702.4 The mother heard the main bedroom door closing and feared that an intruder had entered her bedroom. She believed her daughter was still asleep in her own bedroom.

702.5 She heard a noise inside the main bedroom and feared that the intruder was coming out to harm them. It had previously happened to her in the house robbery.

702.6 She fired a shot into the door. Unbeknown to her, her daughter stood behind the door. The shot fatally wounded her daughter.


703. On the State’s reliance on error in persona, the mother is guilty of intentionally murdering her daughter as she wanted to kill the intruder or foresaw and reconciled herself that the intruder could be killed. According to the State, it is irrelevant that she definitely did not have the intention to kill her daughter and that she did not foresee or reconcile herself that her daughter was in the bedroom.


704. It offends against legal principles, our legal conviction and common sense, that in the absence of intent to kill her daughter, the mother must be convicted of murdering her daughter. (Her possible negligence is irrelevant in considering intention for purposes of murder.)


Example 2


705. X wanted to kill Y. X knew that Y frequented a certain club at about 18:00 every Saturday. X armed himself and went to the club. He saw a person approaching the entrance door to the club. He mistakenly identified the person as Y. However it was not Y but Z. He fired the shot with the intention to kill the person he had identified as Y. The shot is fatal.

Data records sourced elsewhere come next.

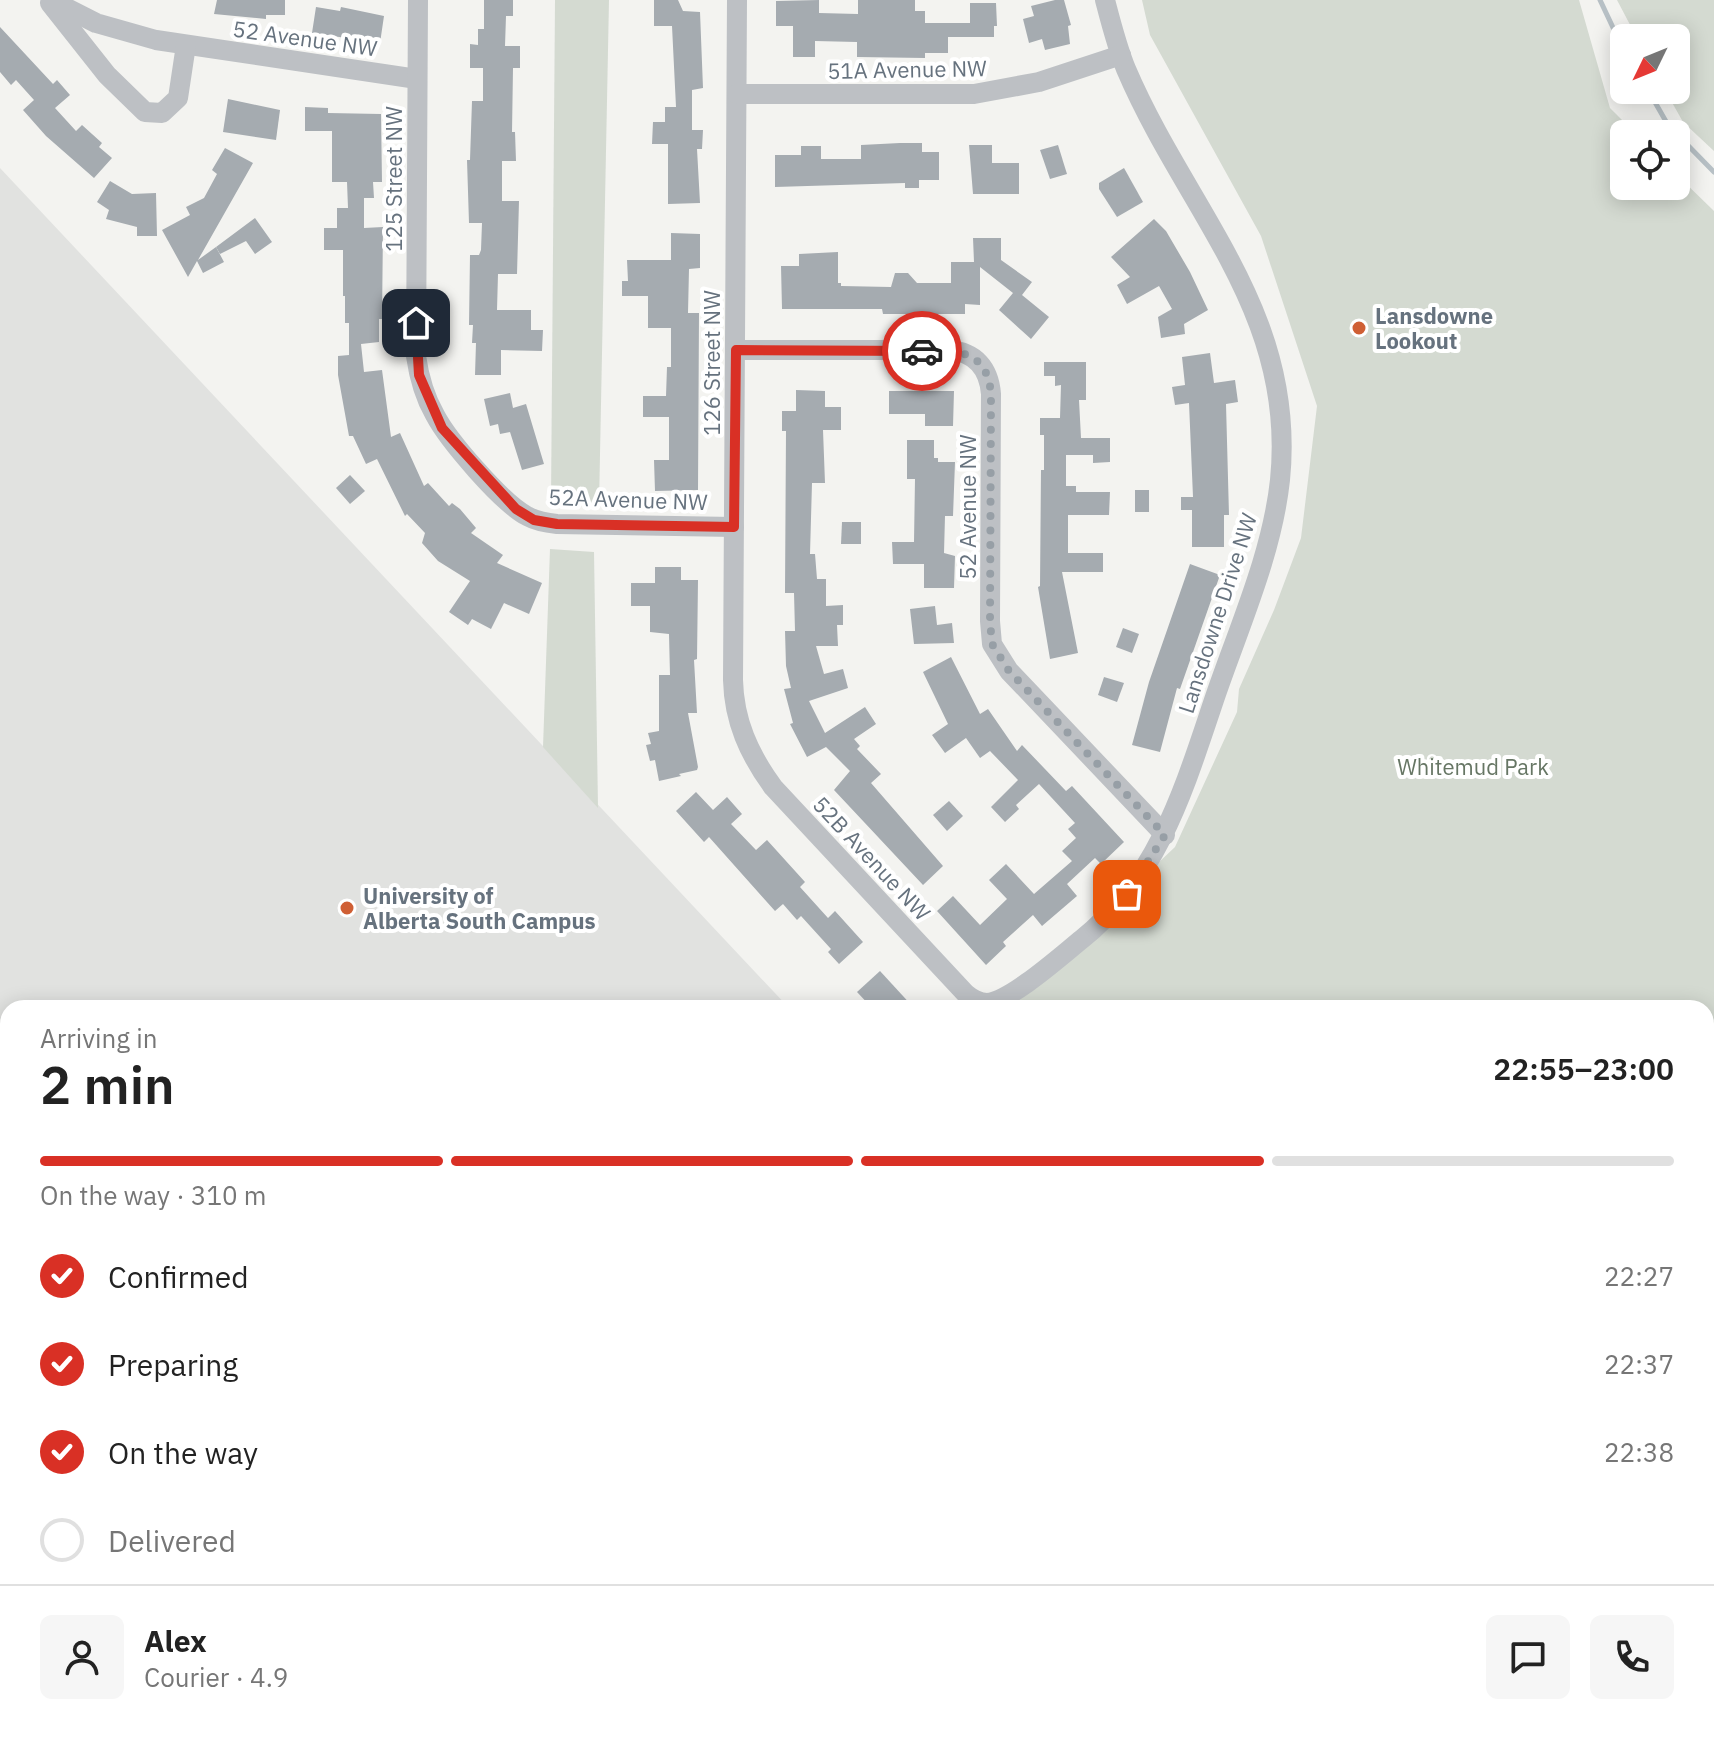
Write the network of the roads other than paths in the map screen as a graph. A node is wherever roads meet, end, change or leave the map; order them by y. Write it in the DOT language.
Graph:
graph roads {
  1 [pos="49,0"];
  2 [pos="418,0"];
  3 [pos="737,0"];
  4 [pos="1105,0"];
  5 [pos="186,45"];
  6 [pos="1121,55"];
  7 [pos="417,79"];
  8 [pos="737,94"];
  9 [pos="736,350"];
  10 [pos="429,404"];
  11 [pos="734,527"];
  12 [pos="739,725"];
  13 [pos="1165,835"];
  14 [pos="974,1000"];
  15 [pos="995,1000"];
  1 -- 5 [label="street, 52 Avenue NW"];
  1 -- 5 [label="street, 52 Avenue NW"];
  2 -- 7 [label="street, 125 Street NW"];
  3 -- 8 [label="street, 126 Street NW"];
  4 -- 6 [label="street, Lansdowne Drive NW"];
  5 -- 7 [label="street, 52 Avenue NW"];
  6 -- 8 [label="street, 51A Avenue NW"];
  6 -- 13 [label="street, Lansdowne Drive NW"];
  7 -- 10 [label="street, 125 Street NW"];
  8 -- 9 [label="street, 126 Street NW"];
  9 -- 11 [label="street, 126 Street NW"];
  9 -- 13 [label="street, 52 Avenue NW"];
  10 -- 11 [label="street, 52A Avenue NW"];
  11 -- 12 [label="street, 126 Street NW"];
  12 -- 14 [label="street, 52B Avenue NW"];
  13 -- 15 [label="street, Lansdowne Drive NW"];
}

706. He is charged with the murder of Z.


707. In the second example X’s intention was directed at the very person he mistakenly identified and aimed at. He was also charged with the murder of that very person.


708. It does not offend the legal or moral conviction that he be convicted of murder as he had the intention to kill the very person he had mistakenly identified and shot at.

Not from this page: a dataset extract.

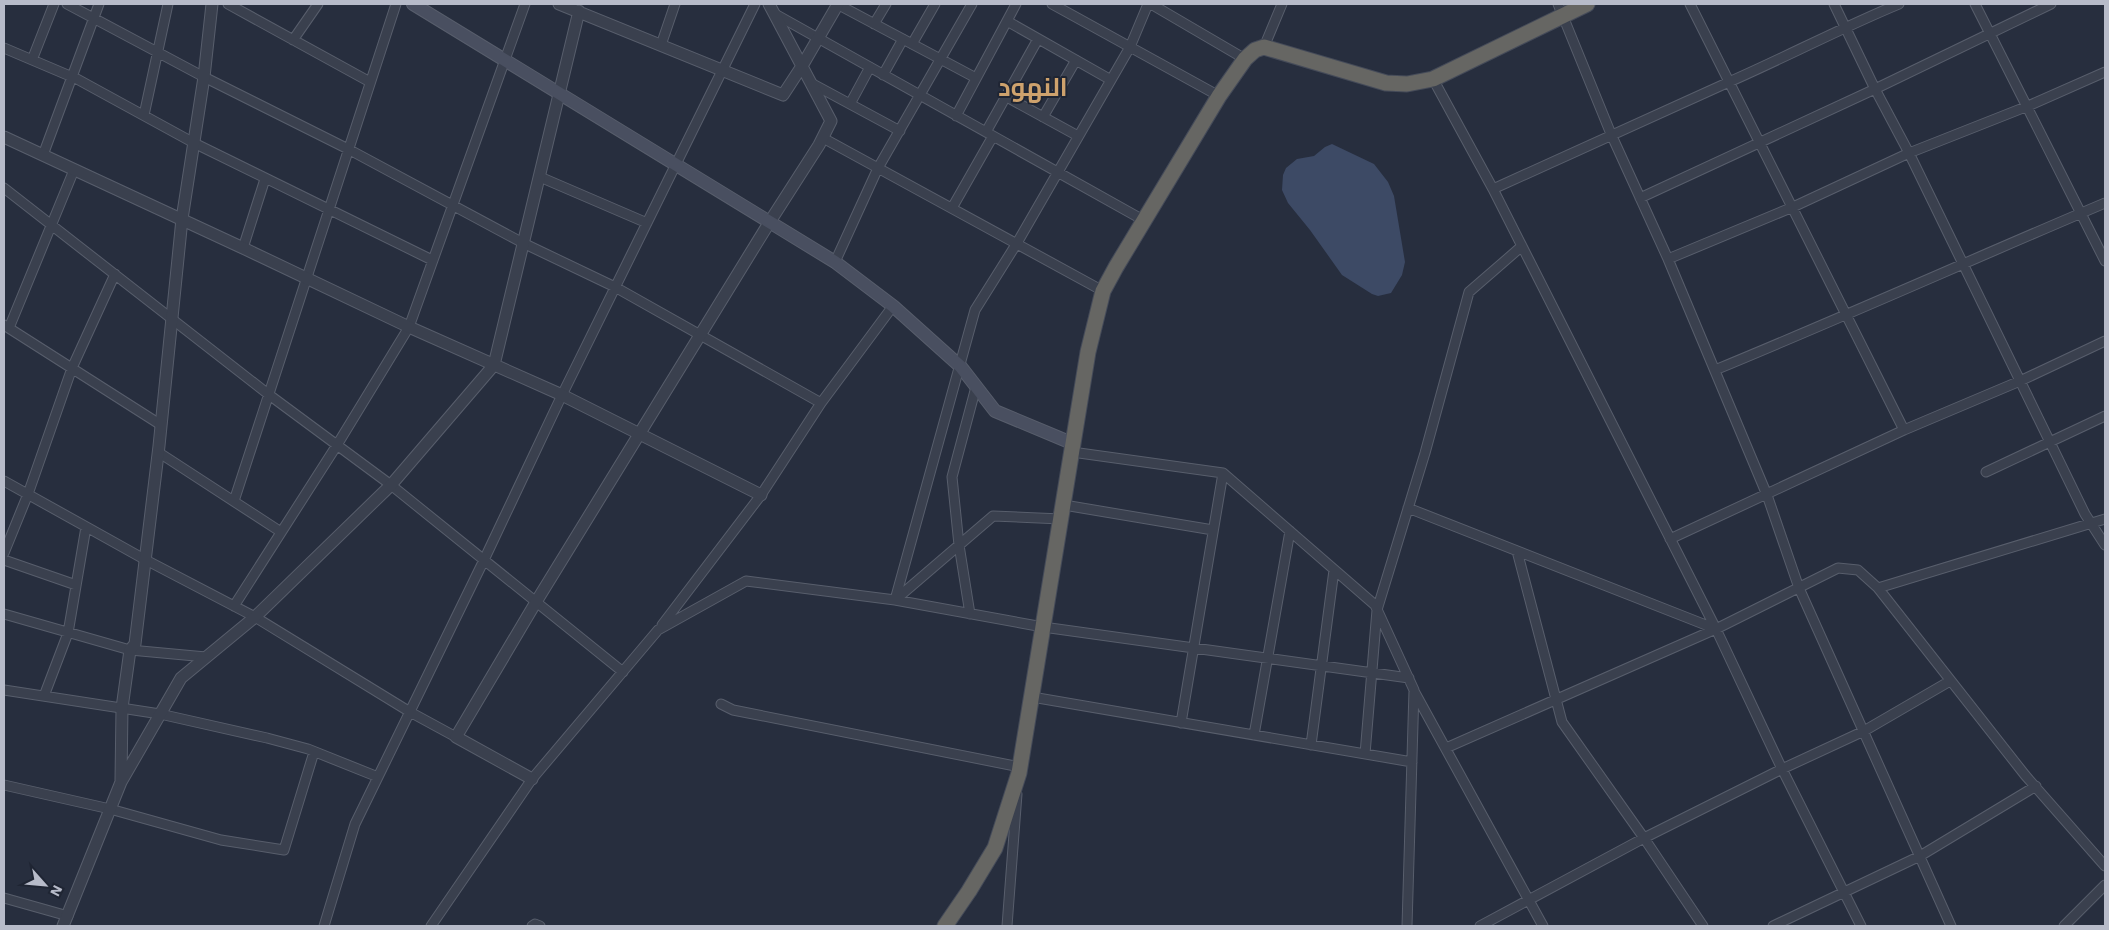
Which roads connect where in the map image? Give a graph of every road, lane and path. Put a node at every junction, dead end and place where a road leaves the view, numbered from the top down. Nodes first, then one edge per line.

709. It is for exactly this reason that Professor Burchell27 makes it clear that error in persona applies only when the intention is directed at an identified, specific predetermined individual.


710. Professor Milton confirms the views expressed above by stating that the “intent to kill must relate to the very person killed”.


711. The Accused did not intend (in any form) to kill the Deceased. He did not shoot at the Deceased mistakenly thinking she was the intruder. He did not shoot at the intruder mistakenly thinking he was the Deceased.


712. Consequently, one must be careful to generalise references to error in persona in order to seek to apply it to instances other than where the intention was directed at an identified, specific person or the very person, with whose death he is being charged.


Example 3


713. A intended to kill B, by firing a shot at B. The shot missed B and killed C who was two metres from B (aberratio ictus scenario). A can only be guilty of the murder of C, if he foresaw the possibility of C’s death when he shot at B, and he reconciled himself with the foreseen possibility. He may be guilty of culpable homicide, if he failed to foresee C’s death or failed to reconcile himself with the foreseen possibility, in circumstances where C’s death was reasonably foreseeable.

714. The Accused:

714.1 did not direct his intention at the Deceased, thinking she was the intruder.

714.2 He had no intention to shoot the Deceased as she was not the specific predetermined individual whom he directed his shooting at.

714.3 He did not foresee the possibility that it could be the Deceased in the toilet, nor did he reconcile himself with such a possibility.

714.4 He did not intend to shoot at the intruder, in the toilet, knowing that the Deceased could be in the toilet, and accepting (reconciling) that his shot could kill the Deceased.


715. What the State is in reality attempting to reintroduce in our law is the doctrine of transferred malice/intent which formed part of our law about 70 years ago.